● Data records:
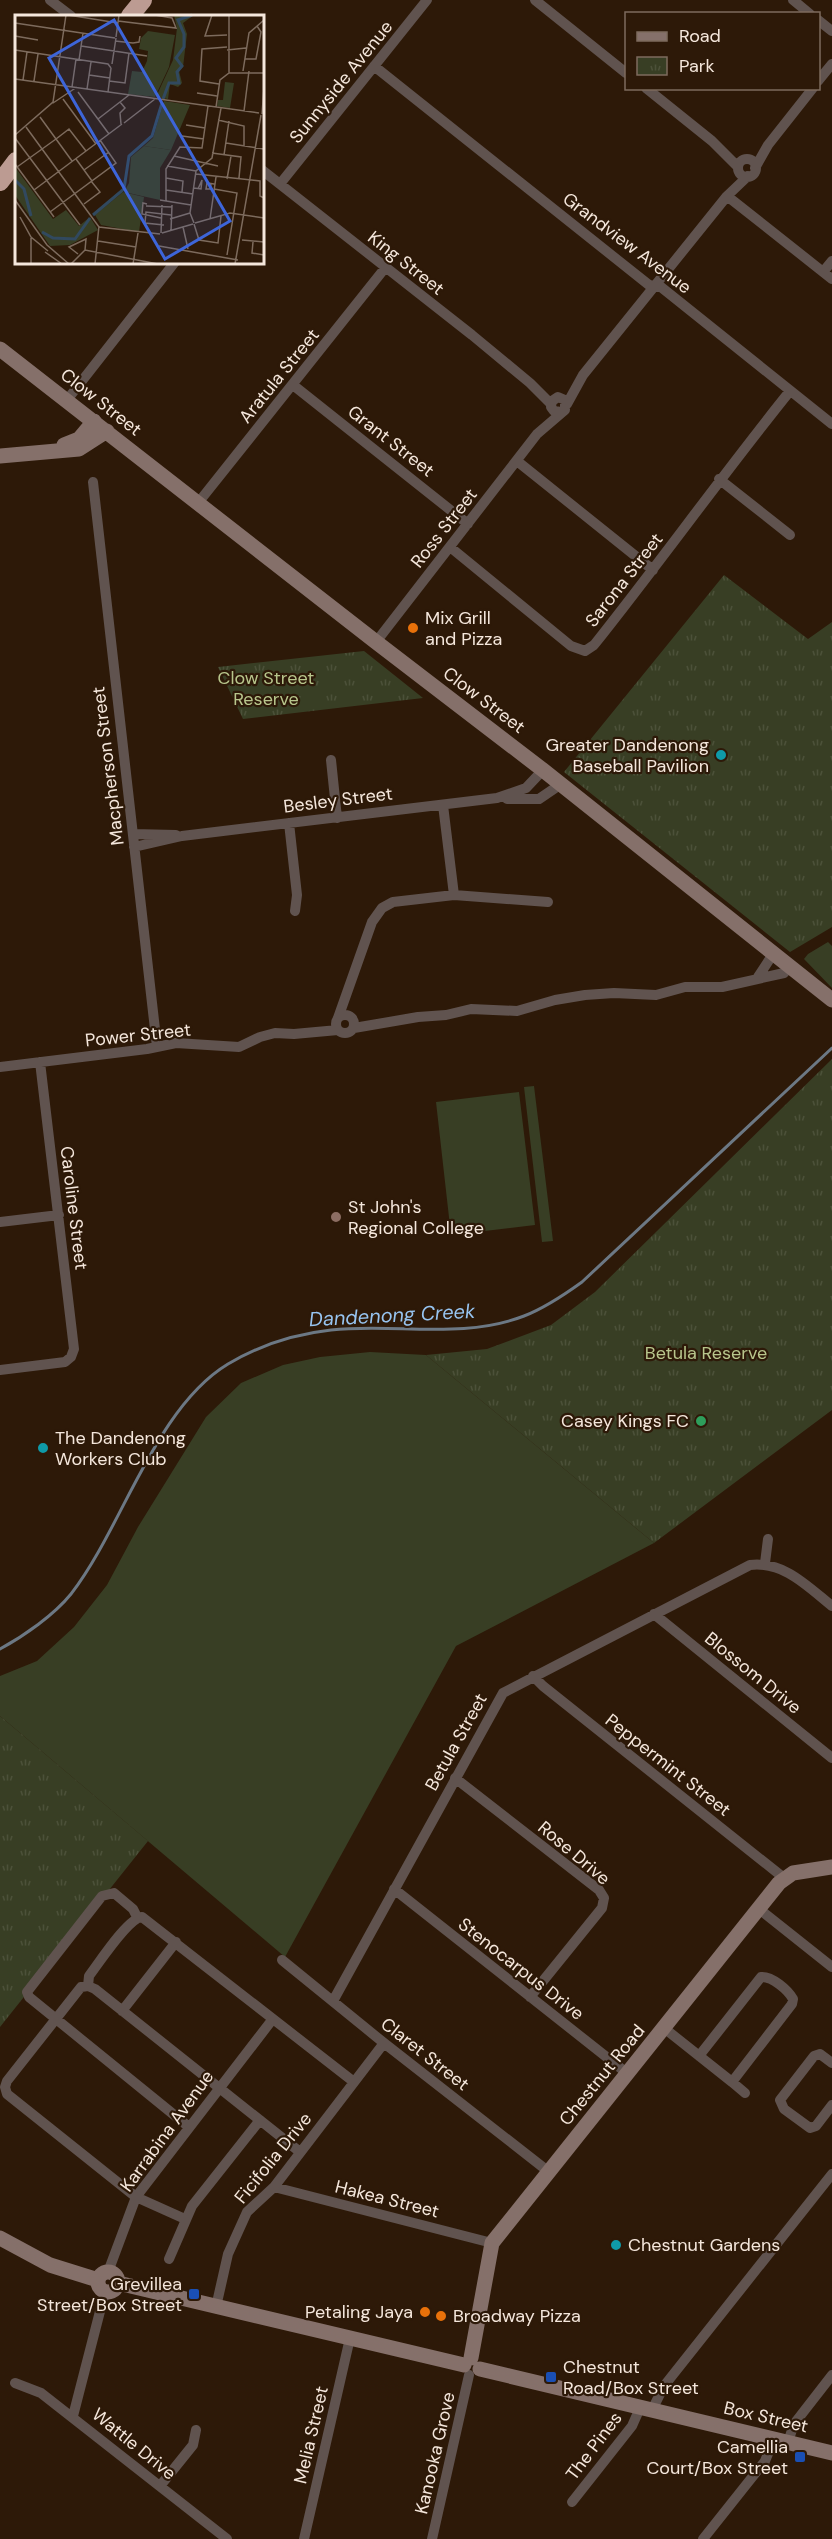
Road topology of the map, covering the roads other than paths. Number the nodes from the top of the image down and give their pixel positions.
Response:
1 (50, 0) edge
2 (143, 0) edge
3 (428, 0) edge
4 (535, 0) edge
5 (793, 0) edge
6 (808, 12) edge
7 (70, 15) edge
8 (131, 15) edge
9 (820, 21) edge
10 (832, 31) edge
11 (832, 64) edge
12 (374, 66) junction
13 (625, 71) edge
14 (820, 80) edge
15 (648, 90) edge
16 (811, 90) edge
17 (768, 145) junction
18 (15, 162) edge
19 (743, 166) junction
20 (264, 172) edge
21 (0, 183) edge
22 (280, 184) junction
23 (727, 196) junction
24 (832, 261) edge
25 (173, 264) edge
26 (385, 268) junction
27 (823, 272) junction
28 (832, 279) edge
29 (655, 286) junction
30 (0, 349) edge
31 (293, 385) junction
32 (790, 391) junction
33 (67, 400) junction
34 (558, 403) junction
35 (94, 421) junction
36 (832, 424) edge
37 (107, 431) junction
38 (41, 452) junction
39 (0, 456) edge
40 (517, 461) junction
41 (719, 479) junction
42 (93, 482) dead end
43 (198, 503) junction
44 (468, 524) junction
45 (790, 535) dead end
46 (450, 546) junction
47 (653, 570) junction
48 (376, 642) junction
49 (331, 760) dead end
50 (543, 770) junction
51 (561, 784) junction
52 (498, 798) junction
53 (443, 805) junction
54 (337, 818) junction
55 (289, 823) junction
56 (133, 834) junction
57 (182, 836) junction
58 (134, 847) junction
59 (454, 895) junction
60 (548, 902) dead end
61 (295, 911) dead end
62 (773, 954) junction
63 (789, 966) junction
64 (758, 977) junction
65 (348, 991) junction
66 (830, 999) edge
67 (352, 1020) junction
68 (338, 1022) junction
69 (158, 1047) junction
70 (40, 1062) junction
71 (0, 1067) edge
72 (59, 1215) junction
73 (0, 1222) edge
74 (0, 1370) edge
75 (768, 1539) dead end
76 (765, 1563) junction
77 (832, 1606) edge
78 (654, 1614) junction
79 (533, 1676) junction
80 (832, 1758) edge
81 (455, 1778) junction
82 (832, 1867) edge
83 (784, 1878) junction
84 (394, 1889) junction
85 (759, 1909) junction
86 (137, 1917) junction
87 (176, 1942) junction
88 (282, 1960) dead end
89 (832, 1967) edge
90 (88, 1986) junction
91 (530, 1996) junction
92 (333, 2001) junction
93 (122, 2011) junction
94 (56, 2019) junction
95 (272, 2020) junction
96 (664, 2028) junction
97 (384, 2043) junction
98 (699, 2056) junction
99 (832, 2063) edge
100 (628, 2074) junction
101 (354, 2082) junction
102 (732, 2082) junction
103 (219, 2088) junction
104 (745, 2092) dead end
105 (832, 2105) edge
106 (260, 2120) junction
107 (189, 2127) junction
108 (300, 2152) junction
109 (549, 2172) junction
110 (832, 2174) edge
111 (274, 2187) junction
112 (136, 2197) junction
113 (185, 2218) junction
114 (0, 2238) edge
115 (492, 2243) junction
116 (169, 2259) dead end
117 (107, 2282) junction
118 (216, 2307) junction
119 (350, 2338) junction
120 (471, 2367) junction
121 (832, 2375) edge
122 (15, 2383) dead end
123 (645, 2409) junction
124 (73, 2416) junction
125 (196, 2430) dead end
126 (781, 2441) junction
127 (832, 2453) edge
128 (160, 2486) junction
129 (572, 2502) dead end
130 (227, 2539) edge
131 (304, 2539) edge
132 (432, 2539) edge
133 (703, 2539) edge

1 - 7 street
2 - 8 highway
3 - 12 street, Sunnyside Avenue
4 - 13 street
5 - 6 street
9 - 10 street
11 - 14 street
12 - 22 street, Sunnyside Avenue
12 - 29 street, Grandview Avenue
15 - 19 street
16 - 17 street
17 - 19 street
17 - 19 street
18 - 21 highway
19 - 23 street, Ross Street
20 - 22 street, King Street
22 - 26 street, King Street
23 - 27 street
23 - 29 street, Ross Street
24 - 27 street
25 - 33 street
26 - 31 street, Aratula Street
26 - 34 street, King Street
27 - 28 street
29 - 32 street, Grandview Avenue
29 - 34 street, Ross Street
30 - 33 main road, Clow Street
31 - 43 street, Aratula Street
31 - 44 street, Grant Street
32 - 36 street, Grandview Avenue
32 - 41 street, Sarona Street
33 - 35 main road, Clow Street
34 - 40 street, Ross Street
35 - 37 main road, Clow Street
35 - 38 main road
37 - 38 main road
37 - 43 main road, Clow Street
38 - 39 main road
40 - 44 street, Ross Street
40 - 47 street
41 - 45 street
41 - 47 street, Sarona Street
42 - 56 street, Macpherson Street
43 - 48 main road, Clow Street
44 - 46 street, Ross Street
46 - 47 street, Sarona Street
46 - 48 street, Ross Street
48 - 50 main road, Clow Street
49 - 54 street
50 - 51 main road, Clow Street
50 - 52 street, Besley Street
51 - 52 street, Besley Street
51 - 62 main road, Clow Street
52 - 53 street, Besley Street
53 - 54 street, Besley Street
53 - 59 street
54 - 55 street, Besley Street
55 - 57 street, Besley Street
55 - 61 street
56 - 57 street, Besley Street
56 - 58 street, Macpherson Street
57 - 58 street, Besley Street
58 - 69 street, Macpherson Street
59 - 60 street
59 - 65 street
62 - 63 main road, Clow Street
62 - 64 street
63 - 64 street
63 - 66 main road, Clow Street
64 - 67 street
65 - 67 street
65 - 68 street
67 - 68 street
67 - 68 street
68 - 69 street, Power Street
69 - 70 street, Power Street
70 - 71 street, Power Street
70 - 72 street, Caroline Street
72 - 73 street
72 - 74 street, Caroline Street
75 - 76 street
76 - 77 street
76 - 78 street, Betula Street
78 - 79 street, Betula Street
78 - 80 street, Blossom Drive
79 - 81 street, Betula Street
79 - 83 street, Peppermint Street
81 - 84 street, Betula Street
81 - 91 street, Rose Drive
82 - 83 main road
83 - 85 main road, Chestnut Road
84 - 91 street, Stenocarpus Drive
84 - 92 street, Betula Street
85 - 89 street
85 - 96 main road, Chestnut Road
86 - 87 street
86 - 90 street
86 - 94 street
87 - 93 street
87 - 95 street
88 - 92 street, Claret Street
90 - 93 street
90 - 94 street
91 - 100 street, Stenocarpus Drive
92 - 97 street, Claret Street
93 - 103 street
94 - 107 street
94 - 112 street
95 - 101 street
95 - 103 street, Karrabina Avenue
96 - 98 street
96 - 100 main road, Chestnut Road
97 - 101 street, Ficifolia Drive
97 - 109 street, Claret Street
98 - 102 street
98 - 102 street
99 - 105 street
100 - 109 main road, Chestnut Road
101 - 108 street, Ficifolia Drive
102 - 104 street
103 - 106 street
103 - 107 street, Karrabina Avenue
106 - 108 street
106 - 113 street
107 - 112 street, Karrabina Avenue
108 - 111 street, Ficifolia Drive
109 - 115 main road, Chestnut Road
110 - 123 street, The Pines
111 - 115 street, Hakea Street
111 - 118 street, Ficifolia Drive
112 - 113 street
112 - 117 street, Karrabina Avenue
113 - 116 street
114 - 117 main road, Box Street
115 - 120 main road, Chestnut Road
117 - 118 main road, Box Street
117 - 124 street, Karrabina Avenue
118 - 119 main road, Box Street
119 - 120 main road, Box Street
119 - 131 street, Melia Street
120 - 123 main road, Box Street
120 - 132 street, Kanooka Grove
121 - 126 street
122 - 124 street, Wattle Drive
123 - 126 main road, Box Street
123 - 129 street, The Pines
124 - 128 street, Wattle Drive
125 - 128 street
126 - 127 main road, Box Street
126 - 133 street
128 - 130 street, Wattle Drive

● EXERCISE: Copy every record exactly, leaving the pictures out.

● WRITTEN SOLUTION:
Road topology of the map, covering the roads other than paths. Number the nodes from the top of the image down and give their pixel positions.
Response:
1 (50, 0) edge
2 (143, 0) edge
3 (428, 0) edge
4 (535, 0) edge
5 (793, 0) edge
6 (808, 12) edge
7 (70, 15) edge
8 (131, 15) edge
9 (820, 21) edge
10 (832, 31) edge
11 (832, 64) edge
12 (374, 66) junction
13 (625, 71) edge
14 (820, 80) edge
15 (648, 90) edge
16 (811, 90) edge
17 (768, 145) junction
18 (15, 162) edge
19 (743, 166) junction
20 (264, 172) edge
21 (0, 183) edge
22 (280, 184) junction
23 (727, 196) junction
24 (832, 261) edge
25 (173, 264) edge
26 (385, 268) junction
27 (823, 272) junction
28 (832, 279) edge
29 (655, 286) junction
30 (0, 349) edge
31 (293, 385) junction
32 (790, 391) junction
33 (67, 400) junction
34 (558, 403) junction
35 (94, 421) junction
36 (832, 424) edge
37 (107, 431) junction
38 (41, 452) junction
39 (0, 456) edge
40 (517, 461) junction
41 (719, 479) junction
42 (93, 482) dead end
43 (198, 503) junction
44 (468, 524) junction
45 (790, 535) dead end
46 (450, 546) junction
47 (653, 570) junction
48 (376, 642) junction
49 (331, 760) dead end
50 (543, 770) junction
51 (561, 784) junction
52 (498, 798) junction
53 (443, 805) junction
54 (337, 818) junction
55 (289, 823) junction
56 (133, 834) junction
57 (182, 836) junction
58 (134, 847) junction
59 (454, 895) junction
60 (548, 902) dead end
61 (295, 911) dead end
62 (773, 954) junction
63 (789, 966) junction
64 (758, 977) junction
65 (348, 991) junction
66 (830, 999) edge
67 (352, 1020) junction
68 (338, 1022) junction
69 (158, 1047) junction
70 (40, 1062) junction
71 (0, 1067) edge
72 (59, 1215) junction
73 (0, 1222) edge
74 (0, 1370) edge
75 (768, 1539) dead end
76 (765, 1563) junction
77 (832, 1606) edge
78 (654, 1614) junction
79 (533, 1676) junction
80 (832, 1758) edge
81 (455, 1778) junction
82 (832, 1867) edge
83 (784, 1878) junction
84 (394, 1889) junction
85 (759, 1909) junction
86 (137, 1917) junction
87 (176, 1942) junction
88 (282, 1960) dead end
89 (832, 1967) edge
90 (88, 1986) junction
91 (530, 1996) junction
92 (333, 2001) junction
93 (122, 2011) junction
94 (56, 2019) junction
95 (272, 2020) junction
96 (664, 2028) junction
97 (384, 2043) junction
98 (699, 2056) junction
99 (832, 2063) edge
100 (628, 2074) junction
101 (354, 2082) junction
102 (732, 2082) junction
103 (219, 2088) junction
104 (745, 2092) dead end
105 (832, 2105) edge
106 (260, 2120) junction
107 (189, 2127) junction
108 (300, 2152) junction
109 (549, 2172) junction
110 (832, 2174) edge
111 (274, 2187) junction
112 (136, 2197) junction
113 (185, 2218) junction
114 (0, 2238) edge
115 (492, 2243) junction
116 (169, 2259) dead end
117 (107, 2282) junction
118 (216, 2307) junction
119 (350, 2338) junction
120 (471, 2367) junction
121 (832, 2375) edge
122 (15, 2383) dead end
123 (645, 2409) junction
124 (73, 2416) junction
125 (196, 2430) dead end
126 (781, 2441) junction
127 (832, 2453) edge
128 (160, 2486) junction
129 (572, 2502) dead end
130 (227, 2539) edge
131 (304, 2539) edge
132 (432, 2539) edge
133 (703, 2539) edge

1 - 7 street
2 - 8 highway
3 - 12 street, Sunnyside Avenue
4 - 13 street
5 - 6 street
9 - 10 street
11 - 14 street
12 - 22 street, Sunnyside Avenue
12 - 29 street, Grandview Avenue
15 - 19 street
16 - 17 street
17 - 19 street
17 - 19 street
18 - 21 highway
19 - 23 street, Ross Street
20 - 22 street, King Street
22 - 26 street, King Street
23 - 27 street
23 - 29 street, Ross Street
24 - 27 street
25 - 33 street
26 - 31 street, Aratula Street
26 - 34 street, King Street
27 - 28 street
29 - 32 street, Grandview Avenue
29 - 34 street, Ross Street
30 - 33 main road, Clow Street
31 - 43 street, Aratula Street
31 - 44 street, Grant Street
32 - 36 street, Grandview Avenue
32 - 41 street, Sarona Street
33 - 35 main road, Clow Street
34 - 40 street, Ross Street
35 - 37 main road, Clow Street
35 - 38 main road
37 - 38 main road
37 - 43 main road, Clow Street
38 - 39 main road
40 - 44 street, Ross Street
40 - 47 street
41 - 45 street
41 - 47 street, Sarona Street
42 - 56 street, Macpherson Street
43 - 48 main road, Clow Street
44 - 46 street, Ross Street
46 - 47 street, Sarona Street
46 - 48 street, Ross Street
48 - 50 main road, Clow Street
49 - 54 street
50 - 51 main road, Clow Street
50 - 52 street, Besley Street
51 - 52 street, Besley Street
51 - 62 main road, Clow Street
52 - 53 street, Besley Street
53 - 54 street, Besley Street
53 - 59 street
54 - 55 street, Besley Street
55 - 57 street, Besley Street
55 - 61 street
56 - 57 street, Besley Street
56 - 58 street, Macpherson Street
57 - 58 street, Besley Street
58 - 69 street, Macpherson Street
59 - 60 street
59 - 65 street
62 - 63 main road, Clow Street
62 - 64 street
63 - 64 street
63 - 66 main road, Clow Street
64 - 67 street
65 - 67 street
65 - 68 street
67 - 68 street
67 - 68 street
68 - 69 street, Power Street
69 - 70 street, Power Street
70 - 71 street, Power Street
70 - 72 street, Caroline Street
72 - 73 street
72 - 74 street, Caroline Street
75 - 76 street
76 - 77 street
76 - 78 street, Betula Street
78 - 79 street, Betula Street
78 - 80 street, Blossom Drive
79 - 81 street, Betula Street
79 - 83 street, Peppermint Street
81 - 84 street, Betula Street
81 - 91 street, Rose Drive
82 - 83 main road
83 - 85 main road, Chestnut Road
84 - 91 street, Stenocarpus Drive
84 - 92 street, Betula Street
85 - 89 street
85 - 96 main road, Chestnut Road
86 - 87 street
86 - 90 street
86 - 94 street
87 - 93 street
87 - 95 street
88 - 92 street, Claret Street
90 - 93 street
90 - 94 street
91 - 100 street, Stenocarpus Drive
92 - 97 street, Claret Street
93 - 103 street
94 - 107 street
94 - 112 street
95 - 101 street
95 - 103 street, Karrabina Avenue
96 - 98 street
96 - 100 main road, Chestnut Road
97 - 101 street, Ficifolia Drive
97 - 109 street, Claret Street
98 - 102 street
98 - 102 street
99 - 105 street
100 - 109 main road, Chestnut Road
101 - 108 street, Ficifolia Drive
102 - 104 street
103 - 106 street
103 - 107 street, Karrabina Avenue
106 - 108 street
106 - 113 street
107 - 112 street, Karrabina Avenue
108 - 111 street, Ficifolia Drive
109 - 115 main road, Chestnut Road
110 - 123 street, The Pines
111 - 115 street, Hakea Street
111 - 118 street, Ficifolia Drive
112 - 113 street
112 - 117 street, Karrabina Avenue
113 - 116 street
114 - 117 main road, Box Street
115 - 120 main road, Chestnut Road
117 - 118 main road, Box Street
117 - 124 street, Karrabina Avenue
118 - 119 main road, Box Street
119 - 120 main road, Box Street
119 - 131 street, Melia Street
120 - 123 main road, Box Street
120 - 132 street, Kanooka Grove
121 - 126 street
122 - 124 street, Wattle Drive
123 - 126 main road, Box Street
123 - 129 street, The Pines
124 - 128 street, Wattle Drive
125 - 128 street
126 - 127 main road, Box Street
126 - 133 street
128 - 130 street, Wattle Drive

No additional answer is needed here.